◆ WORK ORDER:
If a line in the records below contains the word "none", copy it.

□ □ □ □

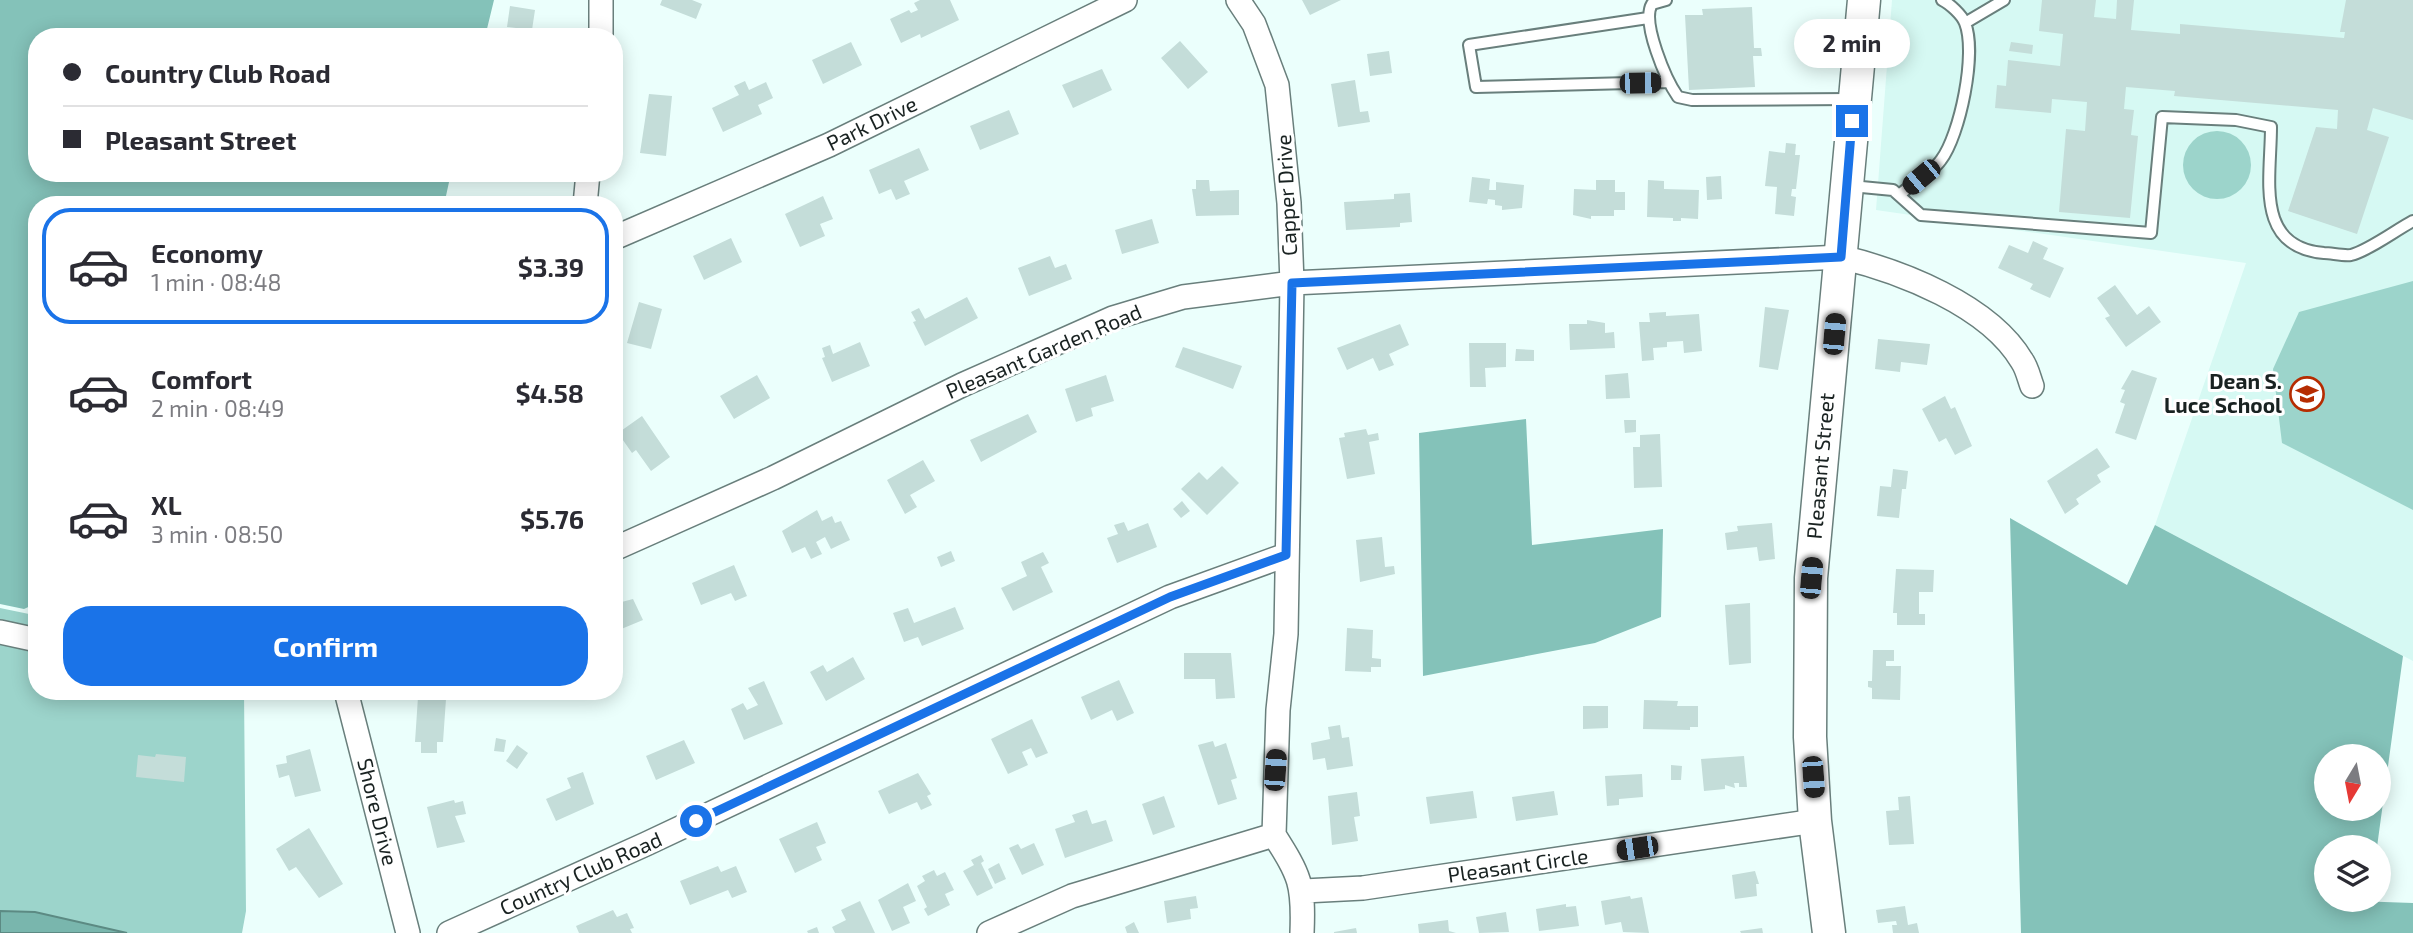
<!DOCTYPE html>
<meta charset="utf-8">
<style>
:root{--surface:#fff;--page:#f2f2f3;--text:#2b2b33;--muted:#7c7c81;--line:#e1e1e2;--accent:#1a73e8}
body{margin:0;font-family:"Exo 2",sans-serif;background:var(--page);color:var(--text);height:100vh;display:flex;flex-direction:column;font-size:26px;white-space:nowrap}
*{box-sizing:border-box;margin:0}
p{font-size:23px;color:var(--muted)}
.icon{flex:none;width:38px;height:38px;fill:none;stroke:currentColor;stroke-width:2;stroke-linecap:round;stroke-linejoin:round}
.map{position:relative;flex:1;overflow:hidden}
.drawer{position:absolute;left:28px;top:196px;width:595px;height:504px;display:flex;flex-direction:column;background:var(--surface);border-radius:28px;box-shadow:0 4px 18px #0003}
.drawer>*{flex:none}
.banner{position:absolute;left:28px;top:28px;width:595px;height:154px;border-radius:28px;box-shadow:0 4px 18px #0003;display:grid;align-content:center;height:154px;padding:0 35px;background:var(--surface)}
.needle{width:46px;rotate:190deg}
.tools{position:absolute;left:2314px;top:744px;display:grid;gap:14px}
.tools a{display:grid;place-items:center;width:77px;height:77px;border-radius:50%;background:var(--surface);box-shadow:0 4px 18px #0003;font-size:35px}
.end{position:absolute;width:32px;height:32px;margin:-16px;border:9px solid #1a73e8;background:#fff;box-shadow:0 0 0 4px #fff}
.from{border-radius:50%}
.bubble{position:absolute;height:49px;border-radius:24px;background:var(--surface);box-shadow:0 4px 18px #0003;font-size:23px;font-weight:700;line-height:49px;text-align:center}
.car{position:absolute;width:21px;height:42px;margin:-21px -10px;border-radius:9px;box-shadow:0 0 5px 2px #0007;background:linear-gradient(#222 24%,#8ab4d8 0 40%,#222 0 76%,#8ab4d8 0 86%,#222 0)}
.banner b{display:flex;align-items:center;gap:24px;height:66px;font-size:26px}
.banner b+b{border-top:2px solid var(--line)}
.banner i{width:18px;height:18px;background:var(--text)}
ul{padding:12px 0 0;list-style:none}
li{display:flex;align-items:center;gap:21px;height:116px;margin:0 14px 10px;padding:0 21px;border:4px solid transparent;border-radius:28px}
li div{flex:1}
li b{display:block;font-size:26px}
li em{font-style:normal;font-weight:700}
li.selected{border-color:var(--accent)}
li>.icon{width:63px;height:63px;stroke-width:1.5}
.cta{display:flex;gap:14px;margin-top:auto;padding:14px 35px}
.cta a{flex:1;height:80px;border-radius:28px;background:var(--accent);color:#fff;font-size:28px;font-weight:700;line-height:80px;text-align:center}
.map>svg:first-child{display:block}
.built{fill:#d6f9f3}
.green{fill:#9cd4cb}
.forest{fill:#84c2b9;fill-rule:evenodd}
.water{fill:#79b6ad;stroke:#5c8a83;stroke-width:2}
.building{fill:#c4ddd9}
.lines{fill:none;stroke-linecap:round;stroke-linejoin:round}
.lane-casing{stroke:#697f7c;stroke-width:14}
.street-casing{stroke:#697f7c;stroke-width:26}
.secondary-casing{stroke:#697f7c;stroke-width:35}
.lane{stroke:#fff;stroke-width:10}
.street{stroke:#fff;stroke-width:23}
.secondary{stroke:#fff;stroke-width:32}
.route{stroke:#1a73e8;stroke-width:9}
.labels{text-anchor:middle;stroke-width:6;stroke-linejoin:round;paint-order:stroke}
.street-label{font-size:21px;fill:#192221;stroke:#fff}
.poi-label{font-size:21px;font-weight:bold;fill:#192221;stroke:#fff;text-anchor:end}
</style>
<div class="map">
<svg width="2413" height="933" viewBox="0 0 2413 933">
<rect width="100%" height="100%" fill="#ebfffc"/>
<path class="built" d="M1892 0H2413V661L2155 525 2246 263 1876 210Z"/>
<path class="green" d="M2183 165a34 34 0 1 1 68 0a34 34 0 1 1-68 0Z
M2413 281V510L2282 443 2273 369 2299 312Z
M0 608 29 614 37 646V691H244L246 911 242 933H127L35 912 0 911Z"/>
<path class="forest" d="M0 0H494L485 37H37V173H451L444 205H37V603L24 609 0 604Z
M1526 419 1532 545 1663 529 1661 617 1595 643 1423 676 1419 433Z
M2010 518 2127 585 2155 525 2403 656 2377 847H2326V900L2413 903V933H2021ZM2326 756H2378V808H2326Z"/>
<path class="water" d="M0 911 35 912 127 933H0Z"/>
<path class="building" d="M662 0H692L702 4 696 19 660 5Z
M920 0H950L959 20 921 38 920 34 901 43 890 19 909 10 911 13 918 10 914 3Z
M1302 0H1341L1310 15Z
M2042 0H2096L2094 17 2116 19 2117 0H2134L2131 30 2180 34V24L2344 38 2345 32H2340L2346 0H2413V120L2373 108 2367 130 2389 137 2357 234 2288 211 2316 127 2337 129 2338 110 2174 96 2175 91 2126 87 2124 109 2134 110 2131 135 2138 136 2130 218 2059 212 2066 129 2085 131 2087 102 2052 99 2051 113 1995 108 1997 85 2006 86 2008 60 2060 66 2063 34 2039 31Z
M510 6 535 10 532 30 507 27Z
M1752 7 1754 48H1761L1762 56H1753L1755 87 1689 90 1685 15H1703L1702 9Z
M1180 41 1208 72 1188 89 1161 58Z
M851 42 862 65 823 84 812 60Z
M2011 42 2033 45 2032 54 2009 51Z
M1389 51 1392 73 1370 76 1367 54Z
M1102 69 1112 90 1073 108 1062 85Z
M1355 80 1360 112 1368 111 1370 122 1338 127 1331 84Z
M745 81 749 90 766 82 773 98 758 105 762 114 723 132 712 108 739 95 734 86Z
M649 94 672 96 666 156 640 153Z
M1009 110 1019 134 980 150 970 126Z
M1786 143 1796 144 1795 155H1800L1796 189H1792L1791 196 1796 197 1794 216 1775 214 1777 187 1765 186 1769 151 1785 153Z
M919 148 929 170 904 181 910 194 896 200 891 189 879 194 869 170Z
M1721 176 1722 199 1707 200 1706 177Z
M1472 177 1490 179 1489 190H1496V182L1524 185 1522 208 1502 210V206L1495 205V200L1488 199 1487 204 1469 202Z
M1196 180H1209L1210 191 1239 190V215L1196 216 1192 189H1196Z
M1596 180H1615V192H1625V210H1614V216H1591V219L1573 215 1574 189 1596 190Z
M1648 180 1664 181V189L1699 190 1698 219 1681 218V221H1673V218L1647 217Z
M1410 193 1412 222 1400 223V227L1346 230 1344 202 1394 199V194Z
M823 196 833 219 820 224 825 236 800 247 785 214Z
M1152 219 1159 243 1122 254 1115 230Z
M731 238 742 262 704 280 693 256Z
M2033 241 2048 248 2043 259 2064 268 2050 298 2030 289 2033 284 1998 268 2009 245 2028 253Z
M1050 256 1055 268 1066 264 1072 279 1029 296 1018 268Z
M2115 285 2137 315 2149 306 2161 322 2126 347 2105 318 2110 316 2097 298Z
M967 297 978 318 925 346 913 322 916 321 911 312 919 308 925 319Z
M639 302 662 309 651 349 627 343Z
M1765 307 1789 310 1778 370 1759 367Z
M1666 312V316L1699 314 1702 351 1684 353 1683 341 1667 342V347L1653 348 1654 360 1642 361 1639 322H1650L1649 313Z
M1587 320 1605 323V333L1614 332 1615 348 1570 350 1569 324H1587Z
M1400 324 1409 345 1389 354 1394 365 1379 371 1373 358 1347 370 1337 348Z
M1878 339 1930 344 1927 365 1901 362 1900 372 1875 369Z
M860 342 870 366 832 382 822 358 825 357 822 348 830 345 833 354Z
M1469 343H1506V367L1485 368 1486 387H1470Z
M1183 347 1242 366 1233 389 1175 367Z
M1516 349 1534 350V361H1515Z
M2132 370 2157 378 2136 440 2115 433 2125 404 2120 402 2125 390 2121 389Z
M1628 373 1630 398 1606 399 1605 375Z
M757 375 770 398 734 419 720 396Z
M1106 375 1114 401 1091 408 1093 416 1076 422 1065 389Z
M1945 396 1951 409 1955 407 1972 446 1955 455 1946 438 1939 442 1922 409Z
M1028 414 1037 432 981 462 970 440Z
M642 416 670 457 651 471 636 450 632 453 618 433Z
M1624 420H1636V432L1625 433Z
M1366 429 1368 435 1378 433 1379 440 1369 442 1375 474 1347 479 1339 438 1345 437 1344 433Z
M1660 434 1662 487 1634 488 1633 447H1640V435Z
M2097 448 2110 467 2097 475 2101 482 2076 499 2079 504 2065 514 2047 481Z
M923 460 935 481 910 495 917 507 905 514 887 480Z
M1222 466 1239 483 1207 515 1181 489 1199 472 1207 480Z
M1893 469 1908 471 1906 489H1902L1899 518 1877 516 1880 486 1891 487Z
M1182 501 1190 511 1181 518 1173 509Z
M817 510 822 521 832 516 835 523 841 521 850 540 831 549 825 537 816 542 822 554 811 559 805 547 792 553 782 531Z
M1124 522 1128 531 1148 523 1157 547 1117 563 1107 538 1118 534 1114 525Z
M1772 523 1775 559 1759 561 1757 547 1727 550 1725 533 1738 531 1737 526Z
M1382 537 1385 567 1394 566 1395 574 1360 582 1356 540Z
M951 551 955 561 941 567 937 557Z
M1043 552 1049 563 1041 567 1053 592 1013 611 1001 588 1027 576 1021 562Z
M734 565 747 596 735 601 731 593 701 605 692 583Z
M1896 569 1934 570 1933 592H1919V614H1925V625H1897V613H1893Z
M633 599 643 620 614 632V604Z
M1750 603 1751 663 1729 665 1725 605Z
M955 607 964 629 922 646 918 637 904 642 893 613 908 608 914 623Z
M1347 628 1373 630 1372 658 1381 659V667H1371V672L1345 671Z
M1873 650H1894V661H1886V666H1901L1900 700 1872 699V688L1868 687V681H1872Z
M1184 653H1231L1235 698 1216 699 1215 679H1184Z
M853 657 865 679 826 701 810 672 823 665 827 672Z
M1119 680 1134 713 1117 721 1112 710 1091 720 1081 697Z
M764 681 783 724 744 740 731 709 743 703 747 710 758 705 748 688Z
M418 697 446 699 443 742H437V753H421V742H415Z
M1644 700 1678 701 1677 706H1698V727H1690V730L1643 729Z
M1583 706H1608V728L1583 729Z
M1032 719 1048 753 1036 758 1031 748 1022 752 1028 765 1008 774 991 739Z
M1340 725 1342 738 1349 737 1353 766 1327 770 1325 758 1313 760 1311 743 1330 739 1328 727Z
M496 738 506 740 504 752 494 751Z
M684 740 695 763 656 780 646 756Z
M1213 741 1215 747 1226 743 1237 778 1231 780 1237 799 1218 805 1198 745Z
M517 745 528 753 517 769 506 761Z
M310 749 321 791 295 797 289 775 279 778 276 765 287 763 286 756Z
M156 754 186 757 184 782 136 777 138 755 155 757Z
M1744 756 1747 787H1739V783H1734L1735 788 1725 785V789L1704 791 1701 759Z
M1671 765 1682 766 1681 780H1671Z
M583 772 594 804 556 821 546 799 571 788 567 778Z
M918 773 931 794 927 796 932 805 921 810 917 802 889 814 878 791Z
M1642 774 1643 797 1619 799V805L1607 806 1605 776Z
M1473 791 1477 818 1430 824 1426 797Z
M1554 791 1558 815 1516 821 1512 797Z
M1357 792 1360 816 1354 817 1358 841 1332 845 1328 796Z
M1164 796 1175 827 1153 835 1142 804Z
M1910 796 1914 844 1889 845 1886 811 1899 810 1898 797Z
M454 800 455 803 463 801 466 814 455 816 465 842 437 848 427 807Z
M1087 810 1092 824 1106 820 1113 841 1065 858 1055 829 1075 822 1072 815Z
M817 822 826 843 816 847 822 860 795 873 779 839Z
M309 828 343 884 319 898 296 867 289 871 276 849Z
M1034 843 1044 865 1022 875 1009 848 1018 844 1021 849Z
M981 855 984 861 981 863 993 888 977 896 963 871 974 865 971 860Z
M999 863 1006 879 995 884 988 869Z
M718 866 721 872 736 866 747 892 732 898 728 890 690 905 680 881Z
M934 870 937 876 945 872 954 890 945 894 950 905 928 916 924 909 927 907 917 886 925 881 922 876Z
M1755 871 1759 884H1756L1757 896 1735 899 1732 875Z
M908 883 916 901 903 907 910 923 892 931 878 900Z
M1196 896 1198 908 1190 909 1191 919 1167 923 1164 901Z
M1630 896 1631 899 1642 897 1649 933 1623 932 1621 922 1605 925 1601 901Z
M860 901 875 933H835L832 927 846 920 841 910Z
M1566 904V907L1576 906 1579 926 1539 931 1536 909Z
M1905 906 1908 925 1917 923 1919 933H1893L1892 925H1897L1896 921 1878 923 1876 910Z
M613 910 617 917 627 913 634 928 630 929 632 933H579L576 926Z
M1506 912 1509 932 1479 933 1476 917Z
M1448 920 1449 931 1456 933H1419L1418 924Z
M1134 922 1139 933H1127L1125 927Z
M817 927 819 933H808L807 931Z
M1356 928 1357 933H1334V932Z
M1762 928 1763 933H1741L1740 931Z"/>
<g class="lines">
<g class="lane-casing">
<path id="lane" d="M1666 0 1652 4C1641 22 1666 80 1678 97L1692 100 1851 99
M1648 18 1469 45 1476 87 1668 82
M1965 23 2004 0
M1851 186 1893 190 1921 215 2151 233 2162 117 2236 120 2271 127C2271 179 2254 247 2324 253 2331 253 2343 256 2351 255 2368 251 2396 230 2413 221
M1899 195C1912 184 1931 174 1941 160 1960 135 1977 53 1965 23 1962 15 1950 4 1942 0"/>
</g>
<g class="street-casing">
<path id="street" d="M1238 0 1254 24 1277 85 1289 203 1292 283 1286 634 1278 710 1274 835
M601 37V0
M585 205 588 173
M614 238 829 145 1125 0
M614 549 773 478 962 385 1113 318 1183 297 1292 283 1841 257C1900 271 1989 305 2022 361 2027 368 2029 378 2032 386
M0 632 37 640
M346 691 408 933
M1304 891 1363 888 1815 821
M449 933 646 844 1170 597 1286 555
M989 933 1072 896 1274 835C1300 876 1304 884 1302 933"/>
</g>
<g class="secondary-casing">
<path id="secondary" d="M1829 933 1815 821 1810 737 1811 578 1864 0"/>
</g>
<use href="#lane" class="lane"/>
<use href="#street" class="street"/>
<use href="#secondary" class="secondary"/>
</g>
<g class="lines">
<path class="route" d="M696 821 1170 597 1286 555 1292 283 1841 257 1852 121"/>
</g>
<defs>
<g id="school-ring" transform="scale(1.75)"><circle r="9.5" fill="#fff" stroke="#b62c01" stroke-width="1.5"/><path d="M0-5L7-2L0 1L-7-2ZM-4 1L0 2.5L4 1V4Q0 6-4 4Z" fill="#b62c01"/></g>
</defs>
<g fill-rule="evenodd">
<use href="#school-ring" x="2307" y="394"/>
</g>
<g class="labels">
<g class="street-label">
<text transform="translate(872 124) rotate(-26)" y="7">Park Drive</text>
<text transform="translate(1287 195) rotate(-93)" y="7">Capper Drive</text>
<text transform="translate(1044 352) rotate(-23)" y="7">Pleasant Garden Road</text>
<text transform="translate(1821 466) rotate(-85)" y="7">Pleasant Street</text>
<text transform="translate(377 812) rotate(76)" y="7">Shore Drive</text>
<text transform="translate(1518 866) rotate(-8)" y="7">Pleasant Circle</text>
<text transform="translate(581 874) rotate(-24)" y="7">Country Club Road</text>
</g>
<g class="poi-label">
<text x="2282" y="389">Dean S.<tspan x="2282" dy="24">Luce School</tspan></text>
</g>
</g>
</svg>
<div class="tools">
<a><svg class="needle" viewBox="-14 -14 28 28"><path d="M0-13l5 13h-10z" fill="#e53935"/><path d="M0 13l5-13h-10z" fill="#7c7c81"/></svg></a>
<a><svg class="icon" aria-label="layers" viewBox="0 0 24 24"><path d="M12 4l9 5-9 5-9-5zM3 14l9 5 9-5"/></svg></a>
</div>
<i class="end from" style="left:696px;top:821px"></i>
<i class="end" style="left:1852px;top:121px"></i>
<div class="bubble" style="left:1794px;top:19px;width:116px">2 min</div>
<i class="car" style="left:1640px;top:83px;rotate:89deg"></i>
<i class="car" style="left:1921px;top:177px;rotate:230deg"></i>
<i class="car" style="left:1834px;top:334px;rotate:5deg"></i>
<i class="car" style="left:1811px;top:578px;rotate:5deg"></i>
<i class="car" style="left:1275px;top:770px;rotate:4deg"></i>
<i class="car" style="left:1813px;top:777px;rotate:176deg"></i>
<i class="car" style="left:1637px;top:848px;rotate:261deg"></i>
<div class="banner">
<b><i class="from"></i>Country Club Road</b>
<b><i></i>Pleasant Street</b>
</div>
<section class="drawer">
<ul>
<li class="selected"><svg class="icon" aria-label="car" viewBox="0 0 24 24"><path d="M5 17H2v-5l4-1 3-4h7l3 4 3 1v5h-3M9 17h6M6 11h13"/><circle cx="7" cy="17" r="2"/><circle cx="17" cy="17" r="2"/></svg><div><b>Economy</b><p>1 min · 08:48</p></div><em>$3.39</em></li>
<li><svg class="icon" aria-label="car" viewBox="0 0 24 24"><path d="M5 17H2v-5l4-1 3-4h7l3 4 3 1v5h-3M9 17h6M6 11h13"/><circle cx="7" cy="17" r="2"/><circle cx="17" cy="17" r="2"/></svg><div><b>Comfort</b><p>2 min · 08:49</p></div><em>$4.58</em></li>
<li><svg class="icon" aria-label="car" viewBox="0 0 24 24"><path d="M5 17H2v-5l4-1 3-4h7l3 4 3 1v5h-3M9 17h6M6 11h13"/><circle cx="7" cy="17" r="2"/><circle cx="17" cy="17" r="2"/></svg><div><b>XL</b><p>3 min · 08:50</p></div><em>$5.76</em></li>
</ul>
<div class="cta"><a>Confirm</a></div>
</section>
</div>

□ □ □ □

◆ RESPONSE:
.icon{flex:none;width:38px;height:38px;fill:none;stroke:currentColor;stroke-width:2;stroke-linecap:round;stroke-linejoin:round}
.drawer>*{flex:none}
ul{padding:12px 0 0;list-style:none}
.lines{fill:none;stroke-linecap:round;stroke-linejoin:round}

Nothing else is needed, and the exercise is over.